Now I know what you thinking, Jackie a studio apartment is not half of what you had. I say yes, but it is a start. I Blessed that small one room with a bath, and it multiplied to a three room, larger, sunnier apartment. Meanwhile I continued to study, pray, mediate and have my talks with God. I had time on my hand so, I reintroduce myself to the library. I was lead to read certain books, that answer questions and guided me. Last month it was a book on marketing with social media. I said market what, there was also spiritual books, and novels that I found answers in also. This month the books, was web designing and Answering the call.

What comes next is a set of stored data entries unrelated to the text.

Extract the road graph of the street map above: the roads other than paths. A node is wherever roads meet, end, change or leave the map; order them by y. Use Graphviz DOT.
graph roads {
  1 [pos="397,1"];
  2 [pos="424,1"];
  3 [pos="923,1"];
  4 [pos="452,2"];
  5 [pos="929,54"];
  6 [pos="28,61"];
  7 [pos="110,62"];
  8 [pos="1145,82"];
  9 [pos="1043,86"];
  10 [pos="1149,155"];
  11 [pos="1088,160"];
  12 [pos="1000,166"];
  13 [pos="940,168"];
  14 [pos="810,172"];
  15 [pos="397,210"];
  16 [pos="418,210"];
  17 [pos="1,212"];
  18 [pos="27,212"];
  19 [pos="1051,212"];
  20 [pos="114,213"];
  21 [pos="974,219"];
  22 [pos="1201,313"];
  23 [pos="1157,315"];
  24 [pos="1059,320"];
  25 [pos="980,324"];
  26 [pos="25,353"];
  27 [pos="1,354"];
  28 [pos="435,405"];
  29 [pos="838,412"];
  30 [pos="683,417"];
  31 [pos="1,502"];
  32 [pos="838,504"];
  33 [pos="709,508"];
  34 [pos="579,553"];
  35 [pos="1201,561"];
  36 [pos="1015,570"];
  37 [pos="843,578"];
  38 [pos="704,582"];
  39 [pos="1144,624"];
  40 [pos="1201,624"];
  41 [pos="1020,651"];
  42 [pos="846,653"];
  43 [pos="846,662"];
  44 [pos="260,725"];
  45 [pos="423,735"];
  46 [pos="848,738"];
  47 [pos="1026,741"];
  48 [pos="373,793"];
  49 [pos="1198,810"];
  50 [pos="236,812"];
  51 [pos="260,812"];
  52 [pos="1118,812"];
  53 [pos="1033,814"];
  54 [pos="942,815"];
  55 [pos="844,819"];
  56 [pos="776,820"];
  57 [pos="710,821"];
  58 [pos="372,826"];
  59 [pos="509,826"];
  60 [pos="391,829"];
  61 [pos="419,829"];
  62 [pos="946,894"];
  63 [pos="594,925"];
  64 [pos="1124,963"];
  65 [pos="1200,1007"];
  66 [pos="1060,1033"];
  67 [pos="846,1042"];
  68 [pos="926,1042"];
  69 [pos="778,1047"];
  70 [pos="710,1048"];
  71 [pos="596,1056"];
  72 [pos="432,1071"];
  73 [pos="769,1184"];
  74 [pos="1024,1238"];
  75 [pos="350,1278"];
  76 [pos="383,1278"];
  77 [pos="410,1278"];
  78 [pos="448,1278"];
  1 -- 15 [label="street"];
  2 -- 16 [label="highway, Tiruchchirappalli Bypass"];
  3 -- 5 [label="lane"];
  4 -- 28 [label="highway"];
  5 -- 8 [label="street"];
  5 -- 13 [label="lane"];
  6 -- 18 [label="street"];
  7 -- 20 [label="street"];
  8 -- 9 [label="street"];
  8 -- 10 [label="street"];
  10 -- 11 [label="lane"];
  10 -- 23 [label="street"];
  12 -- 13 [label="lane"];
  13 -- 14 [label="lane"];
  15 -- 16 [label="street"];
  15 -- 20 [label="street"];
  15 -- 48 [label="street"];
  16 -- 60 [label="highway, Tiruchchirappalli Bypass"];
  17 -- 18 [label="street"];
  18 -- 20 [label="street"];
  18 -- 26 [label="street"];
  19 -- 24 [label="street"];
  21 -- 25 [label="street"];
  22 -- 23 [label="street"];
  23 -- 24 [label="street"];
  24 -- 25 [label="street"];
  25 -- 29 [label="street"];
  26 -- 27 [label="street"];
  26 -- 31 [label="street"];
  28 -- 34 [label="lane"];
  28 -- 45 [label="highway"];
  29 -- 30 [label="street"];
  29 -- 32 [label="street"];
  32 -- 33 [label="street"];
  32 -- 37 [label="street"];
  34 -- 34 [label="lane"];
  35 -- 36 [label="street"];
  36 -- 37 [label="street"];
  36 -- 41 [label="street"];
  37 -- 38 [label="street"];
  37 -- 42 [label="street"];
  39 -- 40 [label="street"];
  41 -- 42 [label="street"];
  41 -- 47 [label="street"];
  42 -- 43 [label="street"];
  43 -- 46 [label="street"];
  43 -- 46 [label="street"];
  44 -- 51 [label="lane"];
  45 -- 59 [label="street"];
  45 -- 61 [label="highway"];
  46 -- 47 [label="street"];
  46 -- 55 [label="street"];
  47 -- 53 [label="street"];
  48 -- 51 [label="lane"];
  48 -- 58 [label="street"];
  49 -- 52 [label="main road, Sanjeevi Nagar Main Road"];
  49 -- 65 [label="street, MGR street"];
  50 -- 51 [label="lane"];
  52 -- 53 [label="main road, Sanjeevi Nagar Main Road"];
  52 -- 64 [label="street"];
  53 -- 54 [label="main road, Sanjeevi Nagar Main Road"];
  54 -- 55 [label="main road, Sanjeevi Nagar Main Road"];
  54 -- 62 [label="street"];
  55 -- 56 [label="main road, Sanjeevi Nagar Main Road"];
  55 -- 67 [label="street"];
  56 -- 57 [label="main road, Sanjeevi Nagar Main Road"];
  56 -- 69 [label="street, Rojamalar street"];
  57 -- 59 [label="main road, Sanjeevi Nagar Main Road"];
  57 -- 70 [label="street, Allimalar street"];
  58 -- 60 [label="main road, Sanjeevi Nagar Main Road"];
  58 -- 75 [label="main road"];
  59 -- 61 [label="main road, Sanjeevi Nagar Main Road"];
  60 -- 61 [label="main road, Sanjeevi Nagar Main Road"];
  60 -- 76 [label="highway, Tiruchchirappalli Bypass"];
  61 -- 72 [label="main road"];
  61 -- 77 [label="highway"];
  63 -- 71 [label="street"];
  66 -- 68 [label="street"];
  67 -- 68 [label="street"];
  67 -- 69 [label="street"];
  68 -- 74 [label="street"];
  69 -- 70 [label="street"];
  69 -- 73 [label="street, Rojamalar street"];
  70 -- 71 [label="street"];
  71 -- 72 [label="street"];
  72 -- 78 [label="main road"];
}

Two weeks before I read a blog on earning money blogging. I have time on my hand why not, then the author suggested social media. I reintroduced myself to the social media. I already had facebook, so now I added twitter.One day, I was instructed to go on facebook. I delayed it, but obeyed. I had lost my taste for facebook because of the content. The friends were inappropriate and young. I was inspired to look for more friend. I clicked on this one guy and out poured the right contacts, more mature and serious people. Now you talking I said. Later as I was telling my husband about the new friends. I realized that not only were they mature; they were in the type of professional positions that could help me. Hmmmmmmm! The same was happening on Twitters hmmmmmmm! again. They were the sort of contact I needed, that I didn't have in 2010. Why God, Why? Why now?

In the book, titled Answering the Call, by John P. Schuster, he speaks of the ego getting in the way of your call. He said "If a person takes on airs, saying, I'm on a mission and isn't it good that I am doing this," that person is in trouble because he is off the track. Although the call may be noble and true, the response is ego-tainted. Such people will generally suffer setbacks and pain until they can get their inflated ego under better control.Hmmmmmmmmmm!

When I read those two sentences. I said Thank you God! It's true. (the truth shall set you free). My ego did get in the way. I walked around telling everyone who would listen, look at me, God is making me a leader over all of you. My ego had gotten in the way. I had to push the ego out of the way and give God the steering wheel!